Eu estava terminando um copo de primitivo numa enoteca em Bari, olhando para o mar Adriático, quando meu telefone começou a vibrar sem parar. Amigas de São Paulo, jornalistas do Rio, uma ex-assessora que eu não falava há dois anos, todo mundo mandava o mesmo vídeo com a mesma pergunta: “Kátia, você viu isso?” Vi. E o primitivo quase foi para o chão.
Na final do BBB 26, exibida ontem à noite, a Globo editou as cenas em que Pedro Henrique Espindola aparecia e substituiu sua imagem por um dinossauro. Em três cortes distintos, o ex-participante, que deixou o programa após tentar beijar Jordana Morais à força, teve sua silhueta trocada pela de Edilson Capetinha, apareceu brevemente numa conversa com Juliano Floss e Brigido Neto e, na terceira aparição, virou réptil de vez. A emissora não confirmou a decisão editorial, mas as imagens falam sozinhas.
Nas redes sociais, o Brasil entrou em colapso coletivo. “Eles fingindo que ele nunca existiu”, reagiu uma usuária no X. “A Globo vai fingir que o Pedro nunca participou do BBB”, escreveu o perfil Zebrinha. O Ryan virou meme instantâneo ao notar a ironia da silhueta escolhida: “Colocaram o falecido Pedro e revelando o Capeta.” A criatividade da direção de edição foi elogiada até por quem nunca torceu pelo rapaz.
A decisão é tecnicamente inédita para uma final do BBB e carrega um recado institucional preciso: Pedro Henrique não é apenas um nome que saiu do jogo, é um capítulo que a emissora quer selar antes de virar a página. O uso do dinossauro não foi aleatório, é humor com mensagem embutida, o tipo de escolha criativa que comunica sem precisar de nota oficial. A Globo não precisou explicar nada porque a imagem explicou tudo.
Terminei o primitivo, pedi outro e fiquei olhando para o Adriático pensando no seguinte: o homem tentou apagar uma mulher de um momento e acabou sendo apagado de uma final inteira e transformado em Godzilla. O universo tem um humor que nenhum roteirista conseguiria escrever melhor.

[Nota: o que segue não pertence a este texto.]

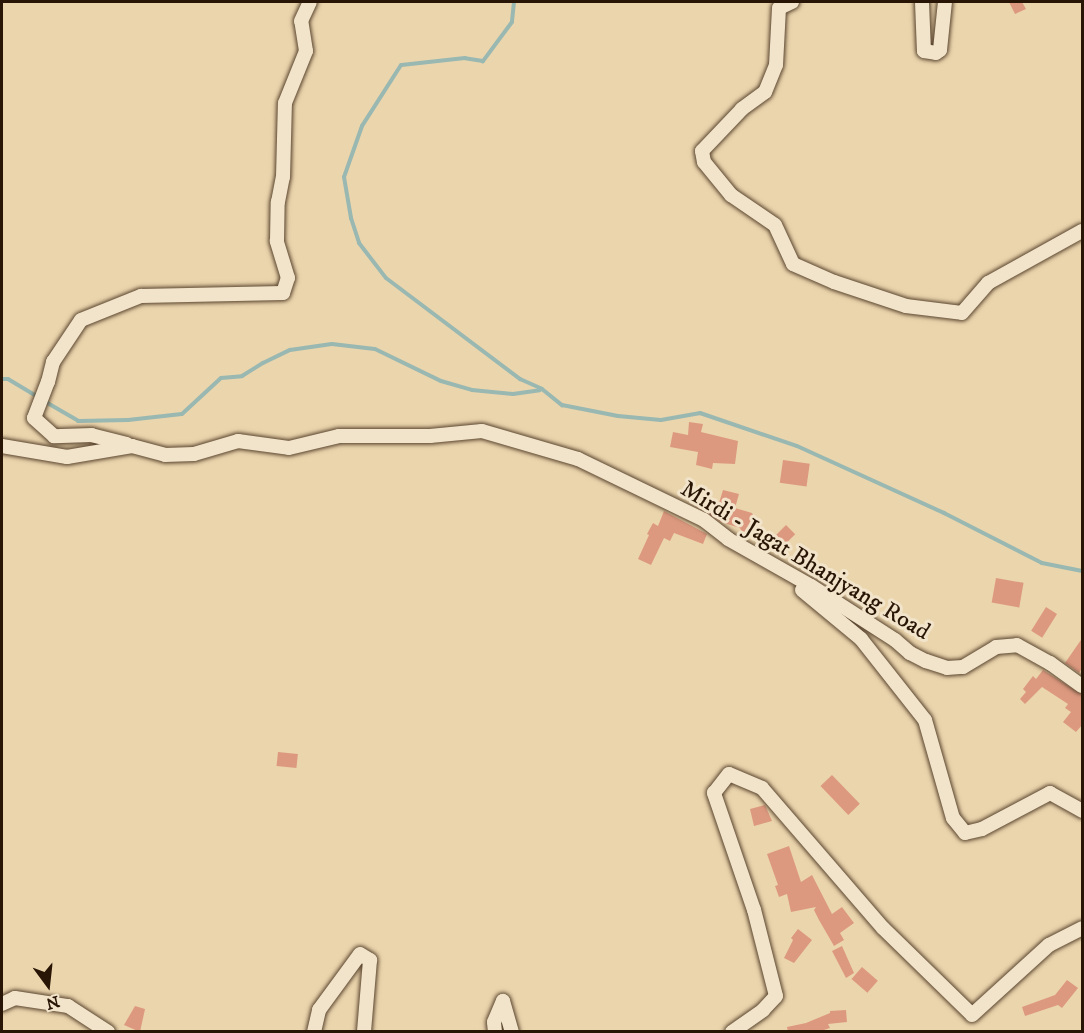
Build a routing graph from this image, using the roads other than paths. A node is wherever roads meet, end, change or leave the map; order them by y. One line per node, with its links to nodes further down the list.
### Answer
1 (310, 2): 7 (street)
2 (792, 2): 5 (street)
3 (922, 2): 4 (street)
4 (945, 2)
5 (1083, 231)
6 (2, 446): 7 (street, Mirdi - Jagat Bhanjyang Road)
7 (132, 446): 8 (street, Mirdi - Jagat Bhanjyang Road)
8 (768, 561): 9 (street, Mirdi - Jagat Bhanjyang Road); 10 (street)
9 (1083, 686)
10 (1083, 811)
11 (1083, 928): 18 (street)
12 (2, 1004): 13 (street)
13 (108, 1032)
14 (314, 1032): 15 (street)
15 (364, 1032)
16 (495, 1032): 17 (street)
17 (512, 1032)
18 (732, 1032)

A substituição da imagem do ex-participante por elementos como um dinossauro e um personagem como Capetinha gerou amplo debate sobre as práticas editoriais da televisão. A ação da emissora foi interpretada por muitos como uma forma de desassociar o programa da controvérsia envolvendo o participante. Esse tipo de edição, embora incomum em finais, não é totalmente sem precedentes em situações onde há a necessidade de se afastar de figuras envolvidas em incidentes graves.

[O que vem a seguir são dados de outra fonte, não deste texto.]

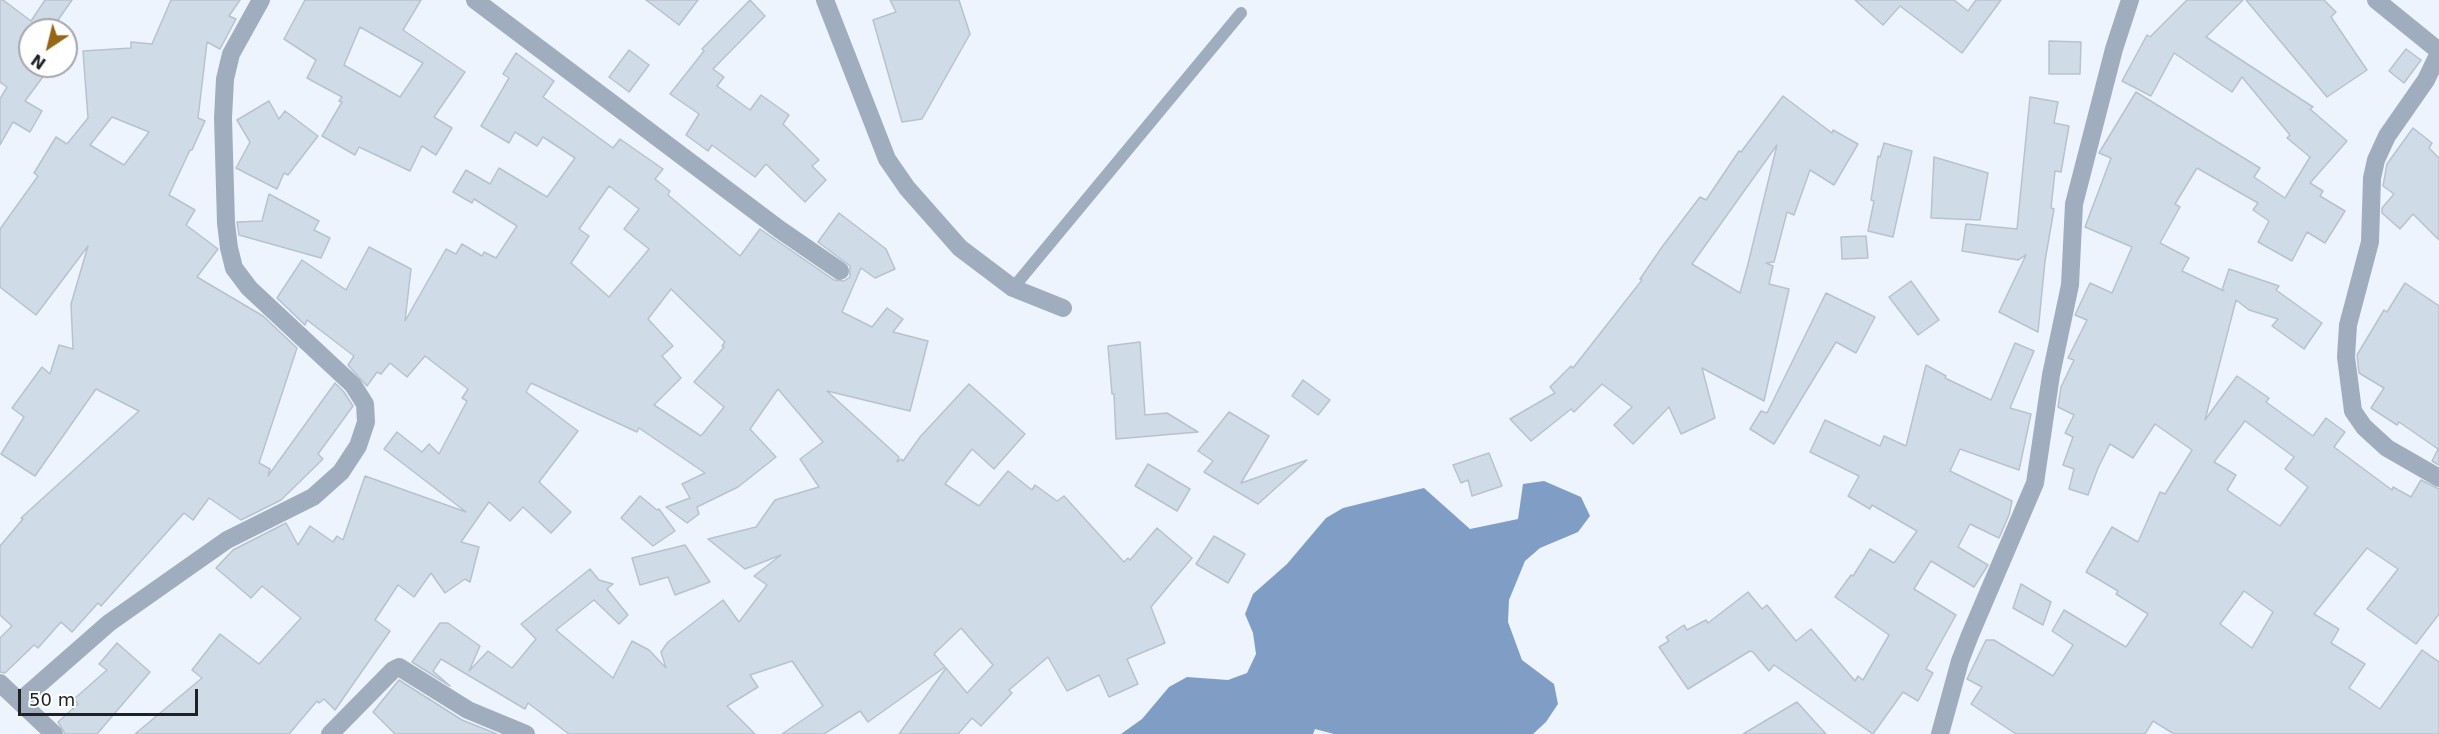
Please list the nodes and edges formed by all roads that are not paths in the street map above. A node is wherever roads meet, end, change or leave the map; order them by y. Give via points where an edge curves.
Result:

O caso reacendeu discussões sobre como reality shows lidam com a imagem de participantes após sua saída, especialmente em circunstâncias negativas. A estratégia de usar humor e elementos visuais para transmitir uma posição, sem emitir comunicados formais, foi amplamente observada e comentada por espectadores e críticos. A reação nas redes sociais mostrou como o público consome e reinterpreta essas decisões de produção, transformando-as em parte da narrativa do próprio programa.